A 33-year-old male with a history of atopic dermatitis, was admitted with a 6-week history of fever. Enhanced computed tomography revealed multiple emboli to the lungs and spleen and a psoas muscle abscess (Fig. 1A). Transthoracic echocardiography demonstrated a 3.5-cm mobile vegetation on the tricuspid valve and severe tricuspid regurgitation (Fig. 1B). Blood cultures grew out methicillin-sensitive staphylococcus aureus (MSSA).
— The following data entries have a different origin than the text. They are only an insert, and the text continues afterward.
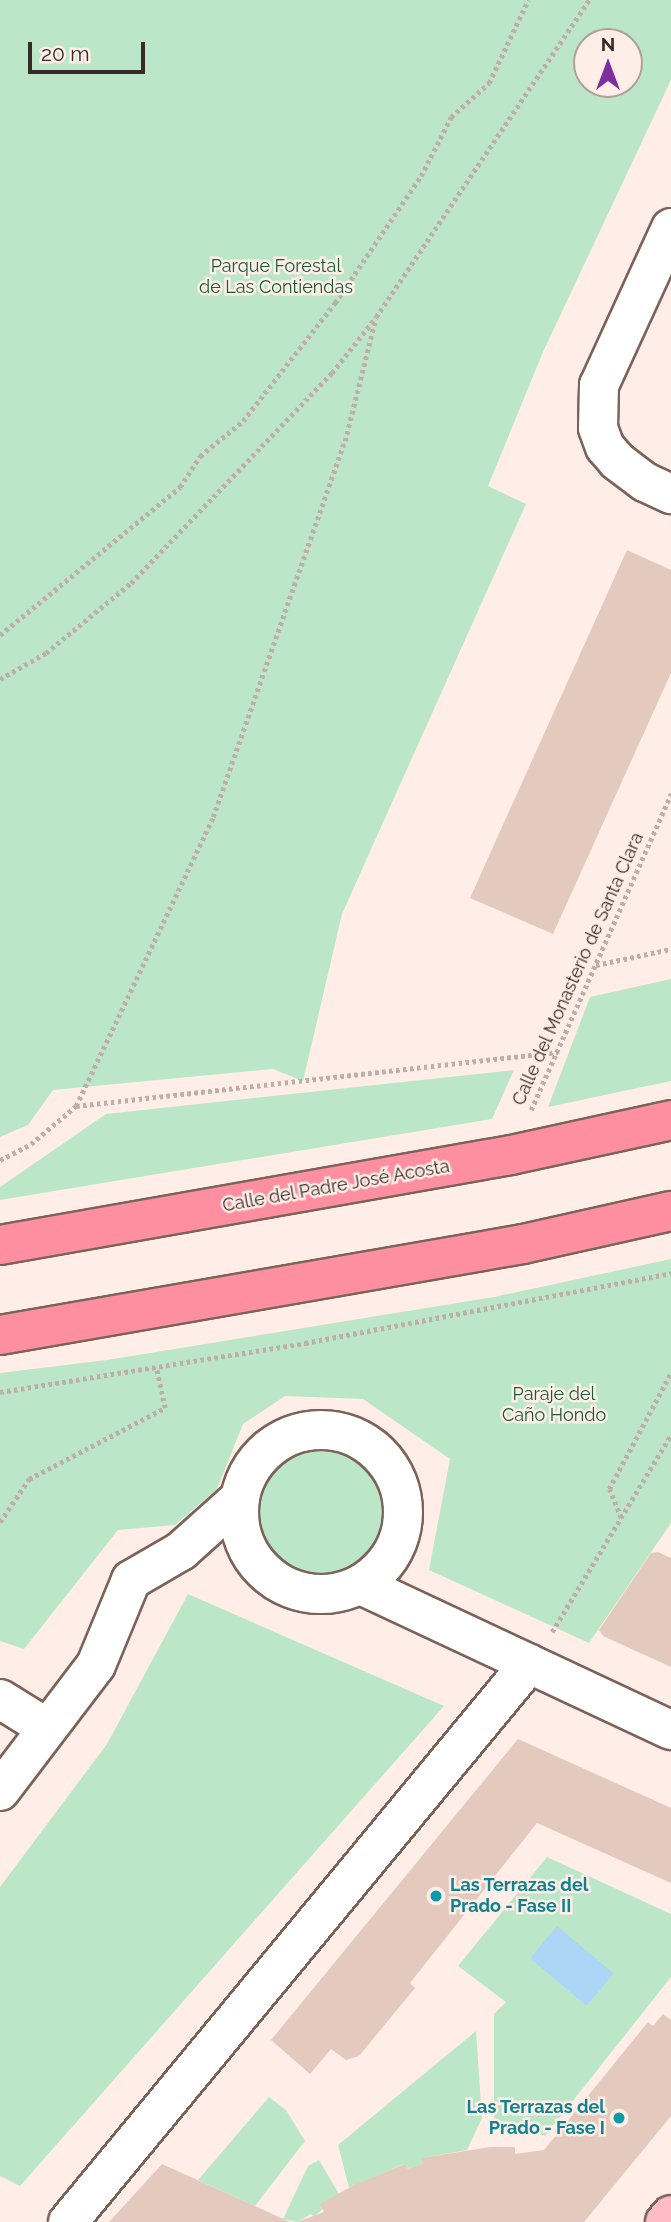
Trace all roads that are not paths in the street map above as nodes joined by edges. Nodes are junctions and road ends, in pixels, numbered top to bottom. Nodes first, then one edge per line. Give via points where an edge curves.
1 (671, 228) edge
2 (671, 494) edge
3 (671, 1121) edge
4 (671, 1211) edge
5 (0, 1245) edge
6 (0, 1335) edge
7 (239, 1499) junction
8 (181, 1551) junction
9 (251, 1555) junction
10 (360, 1585) junction
11 (529, 1664) junction
12 (0, 1699) edge
13 (47, 1728) junction
14 (671, 1730) edge
15 (0, 1791) edge
16 (671, 2215) edge
17 (68, 2222) edge
18 (665, 2222) edge

1 - 2 street via 599,385 598,428 617,461
3 - 5 highway, Calle del Padre José Acosta via 511,1155
4 - 6 highway via 523,1244
7 - 8 street
7 - 9 street via 242,1538
7 - 10 street via 249,1472 266,1450 290,1435 317,1430 345,1433 370,1445 389,1465 401,1490 404,1518 398,1544 382,1568
8 - 9 street
8 - 13 street via 131,1580 96,1665
9 - 10 street via 267,1574 288,1588 337,1594
10 - 11 street
11 - 14 street
11 - 17 street
12 - 13 street
13 - 15 street
16 - 18 main road

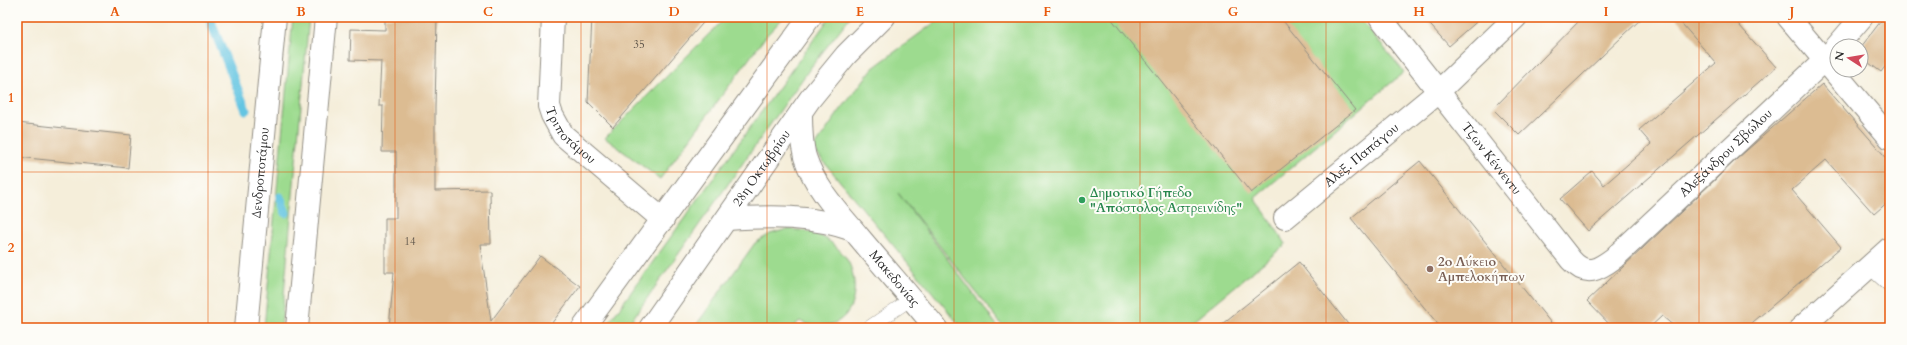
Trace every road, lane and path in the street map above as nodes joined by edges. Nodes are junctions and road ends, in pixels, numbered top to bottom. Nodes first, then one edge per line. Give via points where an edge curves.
1 (275, 17) edge
2 (326, 17) edge
3 (553, 17) edge
4 (810, 17) edge
5 (884, 17) edge
6 (1380, 17) edge
7 (1516, 17) edge
8 (1788, 17) edge
9 (1862, 17) edge
10 (1825, 60) junction
11 (1438, 92) junction
12 (801, 112) junction
13 (1890, 138) edge
14 (1285, 218) dead end
15 (727, 219) junction
16 (663, 220) junction
17 (853, 230) junction
18 (1890, 248) edge
19 (1614, 258) joint
20 (1871, 266) junction
21 (1890, 282) edge
22 (911, 299) junction
23 (246, 328) edge
24 (297, 328) edge
25 (583, 328) edge
26 (650, 328) edge
27 (868, 328) edge
28 (936, 328) edge
29 (1801, 328) edge

1 - 23 street, Δενδροποτάμου
2 - 24 street
3 - 16 street, Τριποτάμου via 548,92 549,106 556,125 563,135
4 - 16 street
5 - 12 street, 28η Οκτωβρίου via 846,55
6 - 11 street, Τζων Κέννεντυ
7 - 11 street, Αλεξ. Παπάγου
8 - 10 street
9 - 10 street, Αλεξάνδρου Σβώλου
10 - 13 street
10 - 19 street, Αλεξάνδρου Σβώλου
11 - 14 street, Αλεξ. Παπάγου
11 - 19 street, Τζων Κέννεντυ via 1576,266 1588,271 1598,269
12 - 15 street, 28η Οκτωβρίου
12 - 17 street, Μακεδονίας via 802,142 808,166 825,194
15 - 17 street via 796,217 828,222
15 - 26 street, 28η Οκτωβρίου
16 - 25 street
17 - 22 street, Μακεδονίας
18 - 20 street
20 - 21 street
20 - 29 street
22 - 27 lane
22 - 28 street, Μακεδονίας

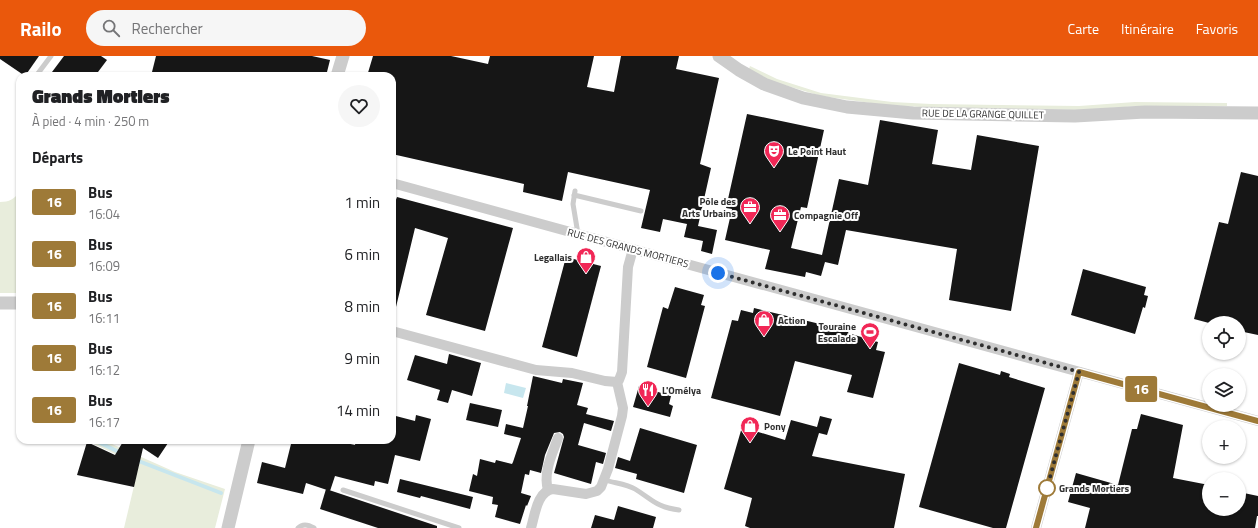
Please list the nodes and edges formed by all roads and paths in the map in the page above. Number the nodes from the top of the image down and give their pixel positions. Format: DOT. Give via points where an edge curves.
graph roads {
  1 [pos="51,56"];
  2 [pos="342,56"];
  3 [pos="719,56"];
  4 [pos="39,72"];
  5 [pos="339,72"];
  6 [pos="1258,113"];
  7 [pos="396,184"];
  8 [pos="641,211"];
  9 [pos="578,234"];
  10 [pos="633,249"];
  11 [pos="16,303"];
  12 [pos="0,304"];
  13 [pos="396,332"];
  14 [pos="1079,372"];
  15 [pos="617,382"];
  16 [pos="1258,421"];
  17 [pos="558,438"];
  18 [pos="248,444"];
  19 [pos="605,480"];
  20 [pos="343,490"];
  21 [pos="548,490"];
  22 [pos="679,510"];
  23 [pos="228,528"];
  24 [pos="298,528"];
  25 [pos="314,528"];
  26 [pos="459,528"];
  27 [pos="531,528"];
  28 [pos="1036,528"];
  1 -- 4 [label="lane"];
  2 -- 5 [label="street"];
  3 -- 6 [label="street, RUE DE LA GRANGE QUILLET" via="764,84 803,98 847,107 913,113 1075,116 1146,112"];
  7 -- 9 [label="street, RUE DES GRANDS MORTIERS"];
  8 -- 9 [label="lane" via="574,193 573,204"];
  9 -- 10 [label="street, RUE DES GRANDS MORTIERS"];
  10 -- 14 [label="street, RUE DES GRANDS MORTIERS"];
  10 -- 15 [label="street" via="628,267 622,372"];
  11 -- 12 [label="street"];
  13 -- 15 [label="street" via="536,370"];
  14 -- 16 [label="street, RUE DES GRANDS MORTIERS"];
  14 -- 28 [label="street"];
  15 -- 19 [label="street" via="623,408"];
  17 -- 21 [label="street" via="547,471"];
  18 -- 23 [label="street"];
  19 -- 21 [label="street" via="597,491 591,493"];
  19 -- 22 [label="lane" via="633,488 652,502"];
  20 -- 26 [label="lane"];
  21 -- 27 [label="street" via="541,498"];
  24 -- 25 [label="lane" via="309,525"];
}
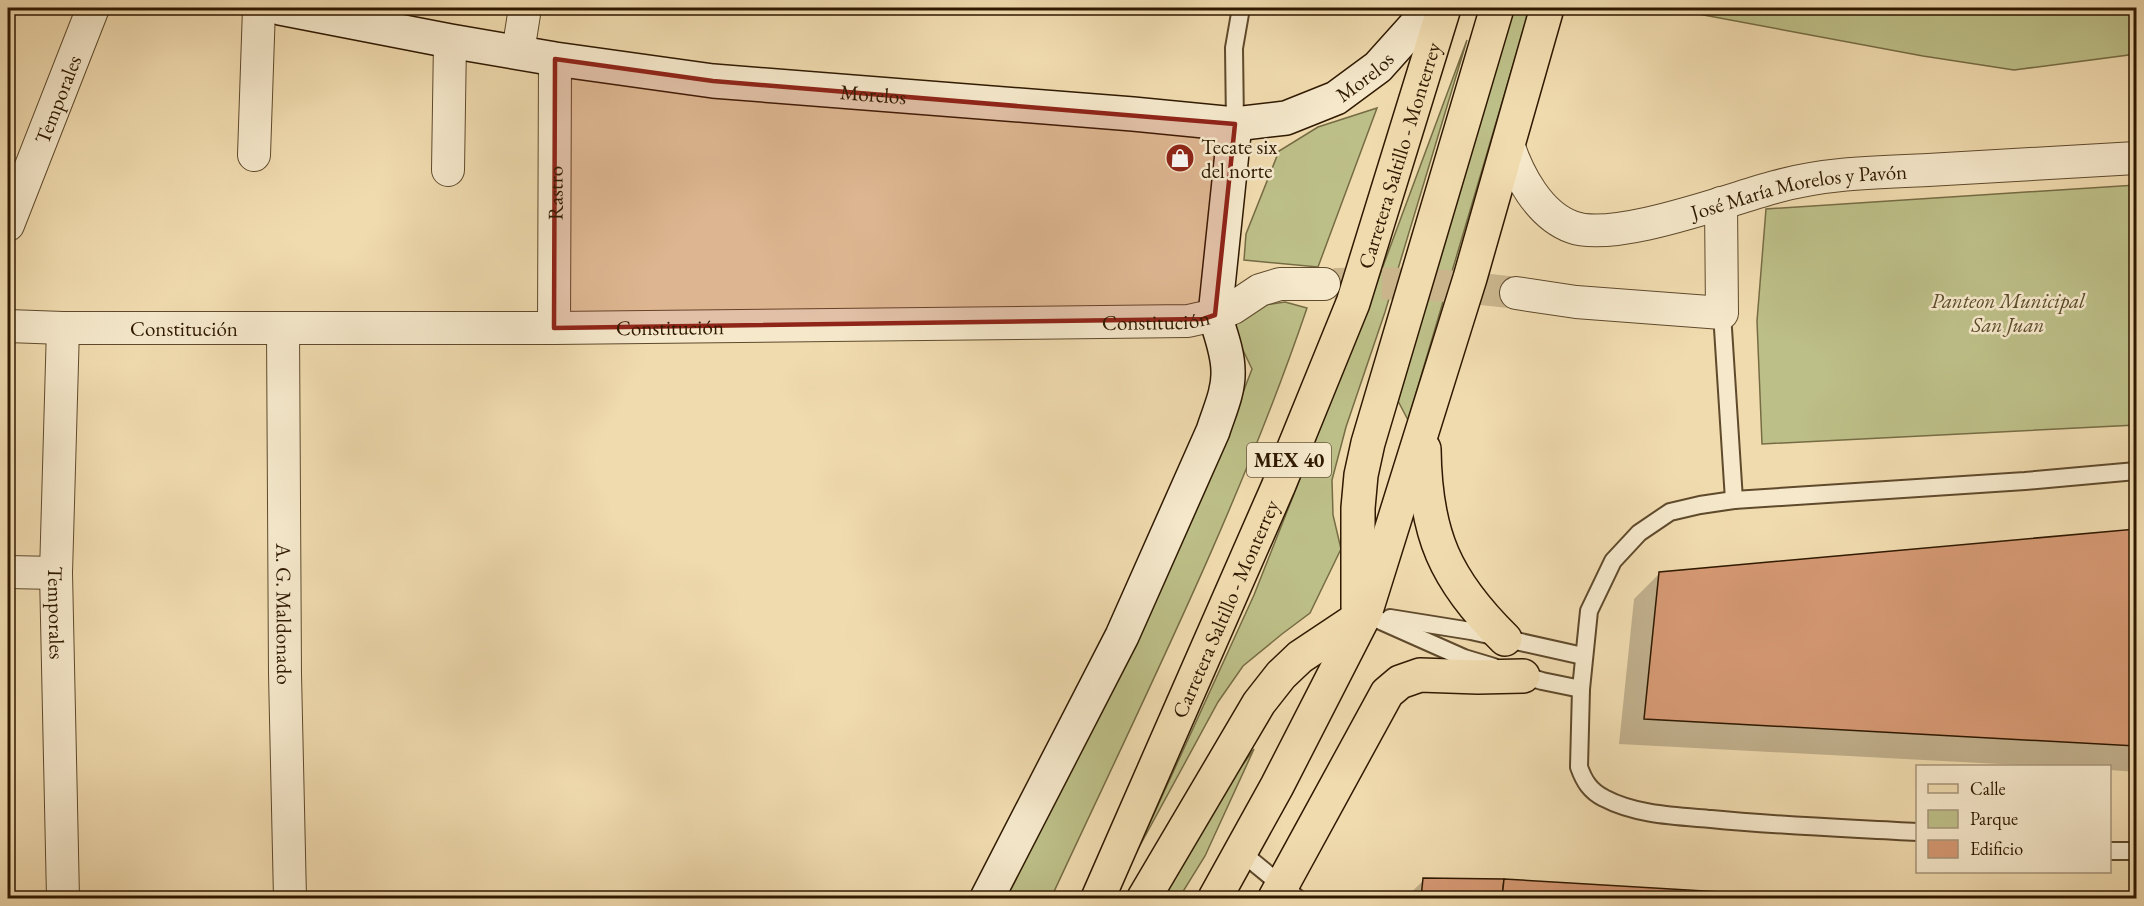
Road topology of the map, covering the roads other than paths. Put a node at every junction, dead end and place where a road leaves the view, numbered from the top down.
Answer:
1 (93, 8) edge
2 (259, 8) edge
3 (280, 8) edge
4 (525, 8) edge
5 (1241, 8) edge
6 (1431, 8) edge
7 (1443, 8) edge
8 (1497, 8) edge
9 (1547, 8) edge
10 (319, 12) edge
11 (450, 41) junction
12 (518, 52) junction
13 (555, 59) junction
14 (1235, 124) junction
15 (1508, 144) junction
16 (254, 155) dead end
17 (2136, 158) edge
18 (448, 170) dead end
19 (1721, 203) junction
20 (8, 225) edge
21 (1324, 284) tunnel mouth
22 (1516, 293) tunnel mouth
23 (1722, 313) junction
24 (1215, 315) junction
25 (8, 326) edge
26 (63, 328) junction
27 (284, 328) junction
28 (554, 328) junction
29 (1424, 427) junction
30 (2136, 471) edge
31 (1734, 500) junction
32 (8, 572) edge
33 (56, 573) junction
34 (1365, 614) junction
35 (1505, 639) junction
36 (1583, 656) junction
37 (1523, 676) junction
38 (1581, 689) junction
39 (1916, 832) edge
40 (2111, 851) edge
41 (2136, 851) edge
42 (1241, 852) junction
43 (1285, 894) edge
44 (63, 898) edge
45 (290, 898) edge
46 (987, 898) edge
47 (1098, 898) edge
48 (1144, 898) edge
49 (1215, 898) edge

1 - 20 street, Temporales
2 - 16 street
3 - 10 street, Morelos
4 - 12 street
5 - 14 lane
6 - 14 street, Morelos
7 - 47 main road, Carretera Saltillo - Monterrey / MEX 40
8 - 34 main road
9 - 15 main road
10 - 11 street, Morelos
11 - 12 street, Morelos
11 - 18 street
12 - 13 street, Morelos
13 - 14 street, Morelos
13 - 28 street, Rastro
14 - 24 street
15 - 19 street, José María Morelos y Pavón
15 - 29 main road
17 - 19 street, José María Morelos y Pavón
19 - 23 street
21 - 24 street, Constitución
22 - 23 street
23 - 31 lane
24 - 28 street, Constitución
24 - 46 street
25 - 26 street, Constitución
26 - 27 street, Constitución
26 - 33 street, Temporales
27 - 28 street, Constitución
27 - 45 street, A. G. Maldonado
29 - 34 main road
29 - 35 main road
30 - 31 lane
31 - 36 lane
32 - 33 street
33 - 44 street, Temporales
34 - 35 lane
34 - 37 lane
34 - 42 main road
34 - 48 main road
35 - 36 lane
36 - 38 lane
37 - 38 lane
37 - 43 main road
38 - 39 lane
40 - 41 lane
42 - 43 lane
42 - 49 main road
Despite IV antibiotic therapy with Cefazolin, his fevers continued and surgery was performed through a right anterior thoracotomy incision with femoral cannulation. A large vegetation was found on the anterior leaflet of the tricuspid valve along with an area of leaflet perforation. In addition, a 6.5-cm shaft of hair was extracted from trabeculations in the right ventricle (Fig. 2A). The anterior leaflet of the tricuspid valve was removed and the annulus was debrided. The tricuspid valve was replaced with a # 31-mm Epic bioprosthesis (St Jude Inc, St Paul, MN). The patient tolerated the procedure well. The Gram stain of the hair shaft showed Gram + cocci in clusters which ultimately grew out MSSA (Fig. 2B). The patient has been free of any recurrent infections 7 months following surgery.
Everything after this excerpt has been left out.